A right triangle has interior angles measuring 30°, 60°, and 90°. The perimeter of this triangle is 75 + 75sqrt(3)...

1. TRANSLATE the problem information

• Given information:
  • Right triangle with angles \(30°\), \(60°\), and \(90°\)
  • Perimeter = \(75 + 75\sqrt{3}\) centimeters
  • Need to find the shortest leg
• What this tells us: We have a special 30-60-90 triangle where we can use known side ratios

2. INFER the approach using special triangle properties

• In a 30-60-90 triangle, sides are always in ratio \(1:\sqrt{3}:2\)
• If shortest leg = s, then:
  • Shortest leg (opposite \(30°\)): \(\mathrm{s}\)
  • Longer leg (opposite \(60°\)): \(\mathrm{s}\sqrt{3}\)
  • Hypotenuse (opposite \(90°\)): \(2\mathrm{s}\)
• Strategy: Set up perimeter equation and solve for s

3. TRANSLATE perimeter into equation

• Perimeter = \(\mathrm{s} + \mathrm{s}\sqrt{3} + 2\mathrm{s} = \mathrm{s}(1 + \sqrt{3} + 2) = \mathrm{s}(3 + \sqrt{3})\)
• Given perimeter = \(75 + 75\sqrt{3} = 75(1 + \sqrt{3})\)
• Equation: \(\mathrm{s}(3 + \sqrt{3}) = 75(1 + \sqrt{3})\)

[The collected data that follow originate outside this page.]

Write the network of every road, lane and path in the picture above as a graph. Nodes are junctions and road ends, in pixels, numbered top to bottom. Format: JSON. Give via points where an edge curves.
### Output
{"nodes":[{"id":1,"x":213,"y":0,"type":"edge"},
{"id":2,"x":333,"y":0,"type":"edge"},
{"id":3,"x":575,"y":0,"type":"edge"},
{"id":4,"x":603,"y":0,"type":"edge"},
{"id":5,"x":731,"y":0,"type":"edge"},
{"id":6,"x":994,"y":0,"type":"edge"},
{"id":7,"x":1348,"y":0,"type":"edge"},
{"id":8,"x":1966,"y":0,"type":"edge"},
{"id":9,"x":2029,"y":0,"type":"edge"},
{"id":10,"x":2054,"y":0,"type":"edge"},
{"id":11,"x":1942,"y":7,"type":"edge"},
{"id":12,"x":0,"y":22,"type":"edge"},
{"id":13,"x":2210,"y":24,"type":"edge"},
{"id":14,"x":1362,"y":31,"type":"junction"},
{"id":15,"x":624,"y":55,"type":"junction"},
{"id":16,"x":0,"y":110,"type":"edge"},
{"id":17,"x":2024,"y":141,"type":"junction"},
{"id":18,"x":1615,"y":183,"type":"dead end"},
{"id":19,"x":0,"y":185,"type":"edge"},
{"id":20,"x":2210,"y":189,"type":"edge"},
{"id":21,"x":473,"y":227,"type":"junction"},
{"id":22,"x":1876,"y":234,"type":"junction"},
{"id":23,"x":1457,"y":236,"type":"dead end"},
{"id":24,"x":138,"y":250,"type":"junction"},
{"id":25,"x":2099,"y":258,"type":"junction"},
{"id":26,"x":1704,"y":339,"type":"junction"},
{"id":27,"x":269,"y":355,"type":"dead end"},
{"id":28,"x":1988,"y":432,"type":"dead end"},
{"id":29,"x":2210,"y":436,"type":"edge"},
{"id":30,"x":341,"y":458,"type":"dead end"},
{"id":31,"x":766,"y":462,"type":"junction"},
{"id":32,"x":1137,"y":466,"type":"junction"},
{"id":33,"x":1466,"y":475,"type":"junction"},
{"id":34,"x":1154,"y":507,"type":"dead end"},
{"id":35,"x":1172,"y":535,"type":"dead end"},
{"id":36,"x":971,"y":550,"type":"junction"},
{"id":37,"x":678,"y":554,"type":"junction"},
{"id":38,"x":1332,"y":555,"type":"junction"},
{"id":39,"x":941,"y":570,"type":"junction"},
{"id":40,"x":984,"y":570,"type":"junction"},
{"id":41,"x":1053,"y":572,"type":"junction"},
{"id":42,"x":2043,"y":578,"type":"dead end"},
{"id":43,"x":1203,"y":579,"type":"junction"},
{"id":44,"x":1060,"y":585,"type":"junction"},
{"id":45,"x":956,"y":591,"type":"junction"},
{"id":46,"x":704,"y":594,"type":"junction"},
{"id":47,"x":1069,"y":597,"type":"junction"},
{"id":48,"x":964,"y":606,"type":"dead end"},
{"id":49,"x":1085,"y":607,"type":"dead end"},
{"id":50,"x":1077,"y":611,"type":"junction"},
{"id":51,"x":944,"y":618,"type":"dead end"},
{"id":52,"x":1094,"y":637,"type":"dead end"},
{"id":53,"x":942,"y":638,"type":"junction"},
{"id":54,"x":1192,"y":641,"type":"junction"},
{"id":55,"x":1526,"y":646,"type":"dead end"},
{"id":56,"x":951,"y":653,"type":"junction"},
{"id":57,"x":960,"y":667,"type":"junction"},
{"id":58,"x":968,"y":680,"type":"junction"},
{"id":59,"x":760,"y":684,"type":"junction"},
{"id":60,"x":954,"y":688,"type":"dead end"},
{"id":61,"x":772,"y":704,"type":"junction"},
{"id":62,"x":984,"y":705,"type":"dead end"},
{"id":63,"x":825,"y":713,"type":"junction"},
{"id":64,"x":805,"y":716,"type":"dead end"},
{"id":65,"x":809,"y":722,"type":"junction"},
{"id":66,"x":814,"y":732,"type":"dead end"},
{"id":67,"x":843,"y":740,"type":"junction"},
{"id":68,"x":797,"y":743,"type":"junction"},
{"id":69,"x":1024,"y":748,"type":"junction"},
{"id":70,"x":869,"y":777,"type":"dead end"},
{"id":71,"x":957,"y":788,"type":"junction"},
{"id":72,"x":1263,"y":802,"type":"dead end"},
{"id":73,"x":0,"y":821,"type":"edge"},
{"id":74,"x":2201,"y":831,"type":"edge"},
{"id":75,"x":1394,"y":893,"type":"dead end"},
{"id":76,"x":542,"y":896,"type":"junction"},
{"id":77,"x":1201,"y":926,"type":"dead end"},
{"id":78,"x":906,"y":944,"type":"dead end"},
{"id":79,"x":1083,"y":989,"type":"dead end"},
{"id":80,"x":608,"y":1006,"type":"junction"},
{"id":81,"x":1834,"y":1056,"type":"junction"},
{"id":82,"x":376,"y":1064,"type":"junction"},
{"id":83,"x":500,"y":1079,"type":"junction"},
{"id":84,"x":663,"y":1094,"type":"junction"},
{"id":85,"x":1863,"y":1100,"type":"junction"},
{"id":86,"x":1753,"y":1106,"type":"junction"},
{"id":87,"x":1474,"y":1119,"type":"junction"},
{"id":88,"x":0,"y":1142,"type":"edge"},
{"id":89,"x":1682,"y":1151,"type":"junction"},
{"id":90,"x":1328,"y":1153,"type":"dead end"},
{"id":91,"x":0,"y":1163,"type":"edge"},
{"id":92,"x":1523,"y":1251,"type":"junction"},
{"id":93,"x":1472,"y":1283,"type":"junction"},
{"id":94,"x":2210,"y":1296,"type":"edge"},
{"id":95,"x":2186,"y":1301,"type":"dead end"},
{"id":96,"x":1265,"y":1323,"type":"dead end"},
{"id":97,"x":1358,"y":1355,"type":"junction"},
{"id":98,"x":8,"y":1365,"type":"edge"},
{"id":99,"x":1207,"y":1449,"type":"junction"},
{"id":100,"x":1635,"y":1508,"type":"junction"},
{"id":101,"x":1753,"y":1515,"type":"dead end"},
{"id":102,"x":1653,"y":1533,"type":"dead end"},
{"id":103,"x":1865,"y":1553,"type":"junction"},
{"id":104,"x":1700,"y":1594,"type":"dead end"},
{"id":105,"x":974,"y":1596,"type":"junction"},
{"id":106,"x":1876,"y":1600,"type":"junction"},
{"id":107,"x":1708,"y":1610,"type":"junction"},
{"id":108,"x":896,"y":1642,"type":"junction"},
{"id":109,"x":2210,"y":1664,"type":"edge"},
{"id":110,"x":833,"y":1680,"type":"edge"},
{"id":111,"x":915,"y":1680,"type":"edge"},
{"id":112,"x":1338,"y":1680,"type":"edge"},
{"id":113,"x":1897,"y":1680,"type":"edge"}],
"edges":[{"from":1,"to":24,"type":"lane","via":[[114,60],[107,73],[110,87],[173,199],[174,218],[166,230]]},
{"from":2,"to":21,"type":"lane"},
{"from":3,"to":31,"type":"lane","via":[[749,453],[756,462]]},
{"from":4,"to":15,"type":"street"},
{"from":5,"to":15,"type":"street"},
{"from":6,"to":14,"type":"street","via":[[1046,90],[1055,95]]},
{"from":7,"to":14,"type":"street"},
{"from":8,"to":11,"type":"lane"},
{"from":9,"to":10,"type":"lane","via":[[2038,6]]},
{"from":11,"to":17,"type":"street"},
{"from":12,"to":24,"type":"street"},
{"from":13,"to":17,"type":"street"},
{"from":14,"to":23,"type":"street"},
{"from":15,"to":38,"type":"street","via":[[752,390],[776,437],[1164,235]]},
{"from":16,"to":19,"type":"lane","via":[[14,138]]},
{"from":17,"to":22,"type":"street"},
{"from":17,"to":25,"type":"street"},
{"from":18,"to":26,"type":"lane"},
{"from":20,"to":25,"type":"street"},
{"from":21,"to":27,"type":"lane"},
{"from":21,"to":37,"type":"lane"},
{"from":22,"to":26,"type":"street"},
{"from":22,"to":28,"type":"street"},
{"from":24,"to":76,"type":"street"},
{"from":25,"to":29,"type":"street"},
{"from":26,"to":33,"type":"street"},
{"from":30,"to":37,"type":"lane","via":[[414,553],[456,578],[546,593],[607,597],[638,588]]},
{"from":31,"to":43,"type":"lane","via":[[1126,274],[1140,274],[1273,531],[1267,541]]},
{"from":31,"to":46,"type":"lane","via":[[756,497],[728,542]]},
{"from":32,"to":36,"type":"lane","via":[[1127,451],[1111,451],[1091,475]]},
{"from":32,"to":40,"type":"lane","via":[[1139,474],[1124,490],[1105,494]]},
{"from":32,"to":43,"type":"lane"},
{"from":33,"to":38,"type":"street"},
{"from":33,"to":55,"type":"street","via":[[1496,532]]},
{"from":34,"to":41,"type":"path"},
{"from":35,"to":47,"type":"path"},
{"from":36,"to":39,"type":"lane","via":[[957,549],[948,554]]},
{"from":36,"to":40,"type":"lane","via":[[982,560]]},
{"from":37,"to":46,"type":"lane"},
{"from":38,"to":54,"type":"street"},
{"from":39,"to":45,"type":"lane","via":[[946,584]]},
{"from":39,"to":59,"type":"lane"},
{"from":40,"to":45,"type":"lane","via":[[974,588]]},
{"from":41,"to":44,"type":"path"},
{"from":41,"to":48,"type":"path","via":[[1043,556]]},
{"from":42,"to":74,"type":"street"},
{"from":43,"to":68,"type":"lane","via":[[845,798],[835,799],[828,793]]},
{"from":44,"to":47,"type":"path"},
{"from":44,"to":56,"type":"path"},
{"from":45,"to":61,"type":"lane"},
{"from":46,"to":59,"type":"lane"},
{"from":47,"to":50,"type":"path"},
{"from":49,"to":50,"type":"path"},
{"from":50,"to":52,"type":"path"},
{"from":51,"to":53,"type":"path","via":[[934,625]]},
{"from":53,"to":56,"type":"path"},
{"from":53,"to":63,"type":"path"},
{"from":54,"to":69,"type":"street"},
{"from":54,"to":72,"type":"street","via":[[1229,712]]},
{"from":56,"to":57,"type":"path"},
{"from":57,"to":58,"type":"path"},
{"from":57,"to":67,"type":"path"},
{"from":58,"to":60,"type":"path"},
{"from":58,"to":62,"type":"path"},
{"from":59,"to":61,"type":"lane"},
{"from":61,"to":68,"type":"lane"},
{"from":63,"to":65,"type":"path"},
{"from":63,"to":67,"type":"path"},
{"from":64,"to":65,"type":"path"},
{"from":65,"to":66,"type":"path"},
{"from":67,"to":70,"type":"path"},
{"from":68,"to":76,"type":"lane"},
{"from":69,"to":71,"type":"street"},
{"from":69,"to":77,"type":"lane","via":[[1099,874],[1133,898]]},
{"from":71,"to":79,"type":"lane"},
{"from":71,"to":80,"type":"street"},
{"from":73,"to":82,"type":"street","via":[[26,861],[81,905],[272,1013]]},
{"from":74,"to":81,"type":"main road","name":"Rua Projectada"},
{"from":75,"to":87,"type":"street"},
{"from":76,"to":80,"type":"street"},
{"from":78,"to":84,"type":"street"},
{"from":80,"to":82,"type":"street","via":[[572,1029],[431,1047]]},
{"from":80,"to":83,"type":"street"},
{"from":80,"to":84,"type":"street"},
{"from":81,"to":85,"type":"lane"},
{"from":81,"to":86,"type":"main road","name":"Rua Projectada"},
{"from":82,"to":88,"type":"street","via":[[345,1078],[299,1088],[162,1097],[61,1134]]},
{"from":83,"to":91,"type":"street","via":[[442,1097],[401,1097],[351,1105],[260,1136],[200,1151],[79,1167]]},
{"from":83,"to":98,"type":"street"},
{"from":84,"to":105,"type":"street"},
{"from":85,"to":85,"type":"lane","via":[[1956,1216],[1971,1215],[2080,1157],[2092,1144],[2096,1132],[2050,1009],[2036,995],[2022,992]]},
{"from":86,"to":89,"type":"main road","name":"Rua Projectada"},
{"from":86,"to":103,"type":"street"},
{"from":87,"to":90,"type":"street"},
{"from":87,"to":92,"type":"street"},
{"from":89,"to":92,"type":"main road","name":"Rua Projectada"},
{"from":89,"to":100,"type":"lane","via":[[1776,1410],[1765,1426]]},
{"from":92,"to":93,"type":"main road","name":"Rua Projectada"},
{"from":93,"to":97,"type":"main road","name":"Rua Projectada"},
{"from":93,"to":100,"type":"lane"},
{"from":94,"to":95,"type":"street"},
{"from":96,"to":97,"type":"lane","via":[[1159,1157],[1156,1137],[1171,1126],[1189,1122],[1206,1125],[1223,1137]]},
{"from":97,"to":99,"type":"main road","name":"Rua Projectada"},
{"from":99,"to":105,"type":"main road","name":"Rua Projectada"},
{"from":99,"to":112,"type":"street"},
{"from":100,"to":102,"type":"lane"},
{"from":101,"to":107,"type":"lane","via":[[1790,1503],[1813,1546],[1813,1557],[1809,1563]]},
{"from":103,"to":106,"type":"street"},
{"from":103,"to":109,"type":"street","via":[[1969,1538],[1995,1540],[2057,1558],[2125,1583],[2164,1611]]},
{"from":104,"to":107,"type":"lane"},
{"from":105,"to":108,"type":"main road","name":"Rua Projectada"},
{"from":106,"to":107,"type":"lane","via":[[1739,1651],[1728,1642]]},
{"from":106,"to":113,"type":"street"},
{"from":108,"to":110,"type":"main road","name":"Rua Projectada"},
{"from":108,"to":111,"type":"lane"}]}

4. SIMPLIFY to solve for s

• Divide both sides by \((3 + \sqrt{3})\):
  \(\mathrm{s} = \frac{75(1 + \sqrt{3})}{(3 + \sqrt{3})}\)

• To rationalize, multiply by \(\frac{(3 - \sqrt{3})}{(3 - \sqrt{3})}\):
  \(\mathrm{s} = \frac{75(1 + \sqrt{3})(3 - \sqrt{3})}{[(3 + \sqrt{3})(3 - \sqrt{3})]}\)

• SIMPLIFY the denominator:
  \((3 + \sqrt{3})(3 - \sqrt{3}) = 9 - 3 = 6\)

• SIMPLIFY the numerator:
  \(75(1 + \sqrt{3})(3 - \sqrt{3}) = 75[3 - \sqrt{3} + 3\sqrt{3} - 3] = 75(2\sqrt{3}) = 150\sqrt{3}\)

• Therefore:
  \(\mathrm{s} = \frac{150\sqrt{3}}{6} = 25\sqrt{3}\)

Answer: B. \(25\sqrt{3}\)

Why Students Usually Falter on This Problem

Most Common Error Path:

Weak INFER skill: Students may not immediately recognize this as a special 30-60-90 triangle requiring the \(1:\sqrt{3}:2\) ratio. Instead, they might try to use trigonometry (like sin, cos, tan) or attempt to solve it as a general triangle, leading to unnecessary complexity and likely errors.

This leads to confusion and guessing among the answer choices.

Second Most Common Error:

Poor SIMPLIFY execution: Students correctly set up \(\mathrm{s}(3 + \sqrt{3}) = 75(1 + \sqrt{3})\) but make algebraic errors when solving for s. They might incorrectly cancel terms or make mistakes with radical expressions, potentially getting \(\mathrm{s} = 75\) or \(\mathrm{s} = 25\).

This may lead them to select Choice A (25) or Choice C (75).

The Bottom Line:

This problem requires recognizing the special triangle pattern immediately and being comfortable manipulating expressions with square roots. Students who don't see the \(1:\sqrt{3}:2\) ratio connection will struggle to even begin systematically.